Elevance Health Inc. | Partisan Political Spending Study

Status
Filed
Previous AGM date
Resolution details
Company ticker
ELV
Resolution ask
Report on or disclose
ESG theme
  • Governance
ESG sub-theme
  • Lobbying / political engagement
Type of vote
Shareholder proposal
Filer type
Shareholder
Company sector
Health Care
Company HQ country
United States
Supporting materials
  • Partisan Spending Proposal - Elevance.pdf Download
Resolved clause
Resolved: Shareholders request that the board (at reasonable cost, within a reasonable time, and excluding confidential/proprietary information) commission, oversee, and publish an independent study which examines the impact on the company, of adopting a policy prohibiting the use of corporate funds for direct contributions to partisan 527s. The study should provide, at the board’s discretion, recommendations, and potential next steps.
Whereas clause
Whereas:
Public companies and their trade associations’ donations comprise approximately 40 percent of the $2.5 billion raised by six major (see above) partisan 527s between 2010-2024. Corporate executives direct corporate treasury activities – therefore, these contributions reflect their decisions on behalf of the corporation, which is owned by the shareholders. Companies lack control over funds post-contribution and partisan 527s could redirect them to support activities that the company did not intend to support – potentially raising reputational and other risks. Given the overtly partisan nature of partisan 527 activities, these risks may outweigh the perceived benefits to the company. In fact, we believe that by eliminating contributions to partisan 527s the company can credibly demonstrate it is not getting involved in the political fray.
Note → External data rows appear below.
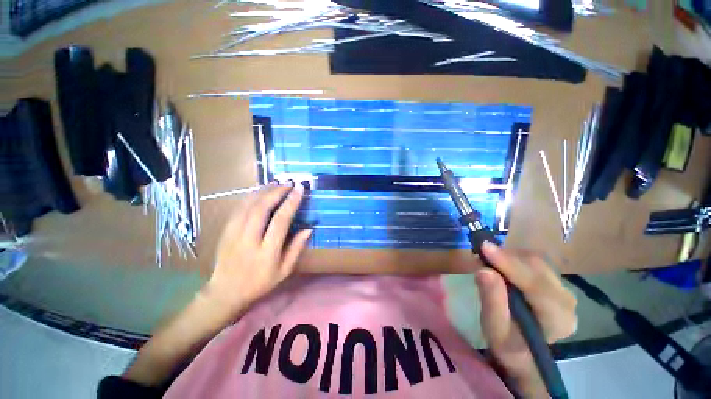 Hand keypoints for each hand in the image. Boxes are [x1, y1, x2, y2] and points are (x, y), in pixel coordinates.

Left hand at [204, 182, 311, 317]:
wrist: (225, 292)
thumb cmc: (260, 283)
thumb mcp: (284, 271)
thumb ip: (296, 248)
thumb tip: (309, 228)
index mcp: (267, 252)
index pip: (280, 221)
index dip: (291, 203)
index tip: (299, 189)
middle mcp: (249, 240)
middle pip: (262, 209)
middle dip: (277, 192)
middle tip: (288, 183)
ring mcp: (234, 234)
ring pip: (248, 206)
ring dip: (263, 191)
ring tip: (276, 183)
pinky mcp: (225, 231)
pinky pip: (238, 209)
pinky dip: (250, 197)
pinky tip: (259, 191)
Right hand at [474, 242, 576, 395]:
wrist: (521, 350)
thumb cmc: (506, 343)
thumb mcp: (494, 328)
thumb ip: (492, 300)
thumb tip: (483, 270)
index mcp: (558, 319)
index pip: (536, 285)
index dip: (509, 264)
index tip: (484, 247)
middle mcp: (567, 301)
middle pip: (537, 268)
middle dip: (506, 257)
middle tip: (479, 254)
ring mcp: (563, 289)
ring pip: (535, 261)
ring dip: (508, 256)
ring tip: (486, 261)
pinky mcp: (554, 281)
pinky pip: (533, 261)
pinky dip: (512, 258)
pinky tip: (498, 263) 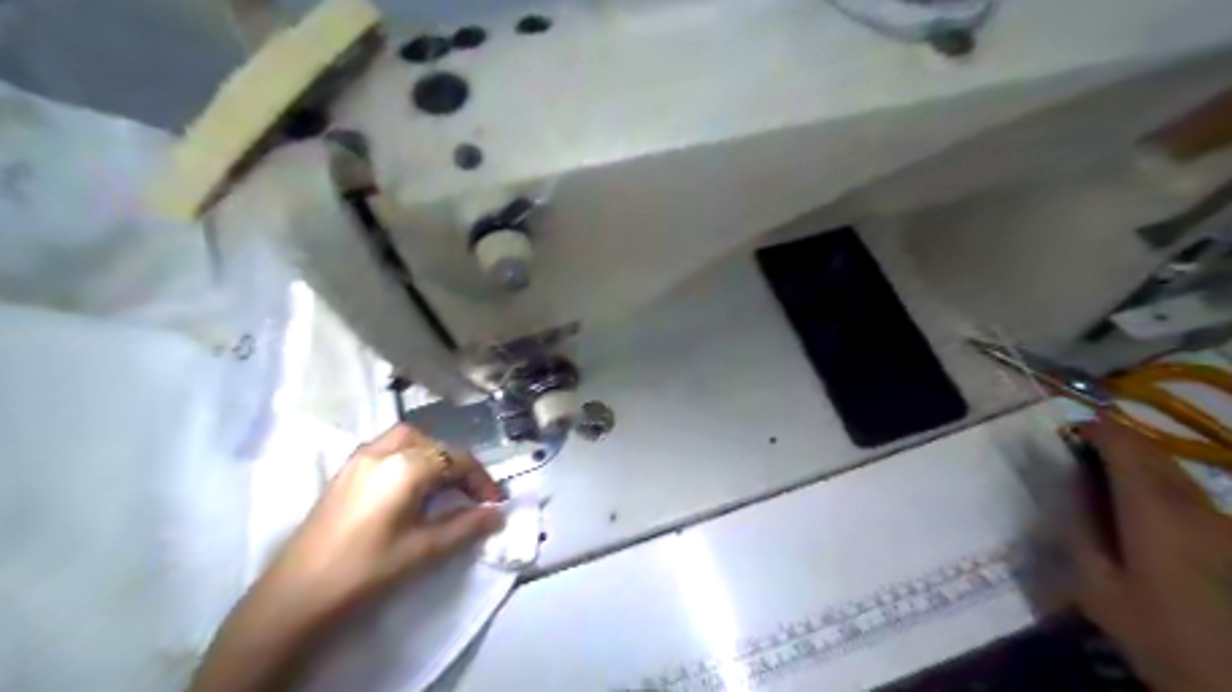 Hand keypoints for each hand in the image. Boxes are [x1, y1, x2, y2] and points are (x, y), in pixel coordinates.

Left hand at [189, 425, 505, 690]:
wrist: (297, 594)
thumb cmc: (366, 569)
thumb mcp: (423, 549)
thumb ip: (466, 526)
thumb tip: (497, 514)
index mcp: (405, 467)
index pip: (456, 459)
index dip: (481, 480)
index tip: (494, 504)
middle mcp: (382, 451)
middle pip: (433, 443)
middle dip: (457, 464)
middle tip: (468, 494)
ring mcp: (359, 458)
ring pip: (407, 438)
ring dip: (431, 454)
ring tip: (440, 484)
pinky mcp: (344, 471)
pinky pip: (385, 447)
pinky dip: (407, 456)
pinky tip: (408, 486)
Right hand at [1069, 420, 1230, 690]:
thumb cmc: (1158, 634)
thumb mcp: (1097, 586)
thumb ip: (1083, 527)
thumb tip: (1075, 483)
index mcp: (1154, 513)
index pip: (1126, 449)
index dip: (1097, 431)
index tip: (1068, 430)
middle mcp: (1195, 508)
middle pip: (1156, 455)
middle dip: (1118, 442)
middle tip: (1081, 448)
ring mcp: (1223, 524)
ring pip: (1176, 474)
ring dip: (1140, 463)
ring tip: (1105, 473)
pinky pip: (1189, 496)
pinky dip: (1159, 485)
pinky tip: (1141, 506)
According to a 2024 Center for Political Accountability report, from 2010 to 2024, Elevance contributed over $1.3 million to the Republican Governors Association and over $9 million to the Republican Governors Association.
Former chief justice of the Delaware Supreme Court Leo Strine and Professor Dorothy Lund argued in the Harvard Business Review against corporate political contributions writing “Because political donations are controlled by managers, and because no corporate stakeholders, including shareholders, base their relationship with a company on the expectation that it will use its entrusted capital for political purposes, corporate political spending cannot reflect the diverse preferences and views of those stakeholders. Even the classic justification that corporate donations maximize shareholder wealth is on shaky ground: Emerging evidence suggests that they can destroy value by suppressing innovation and distracting managers from more-pressing tasks.”
They point to a study of corporate political activity in the form of lobbying and PAC spending by S&P 500 companies from 1998 to 2004 which found that it was strongly and negatively related to company value. This suggests that ceasing partisan political spending does not necessarily put a company at a competitive disadvantage.
Supporting statement
Supporting Statement: This request is limited to contributions to partisan 527s (527s are U.S. tax-exempt group organized under Section 527 of the Internal Revenue Code primarily created to influence the selection, nomination, election, appointment, or defeat of candidates for public office), such as, for example, to the Republican Attorneys General Association, the Democratic Governors Associations, the Republican State Leadership Committee, or the Democratic Legislative Campaign Committee – not individual candidate or ballot measure campaigns.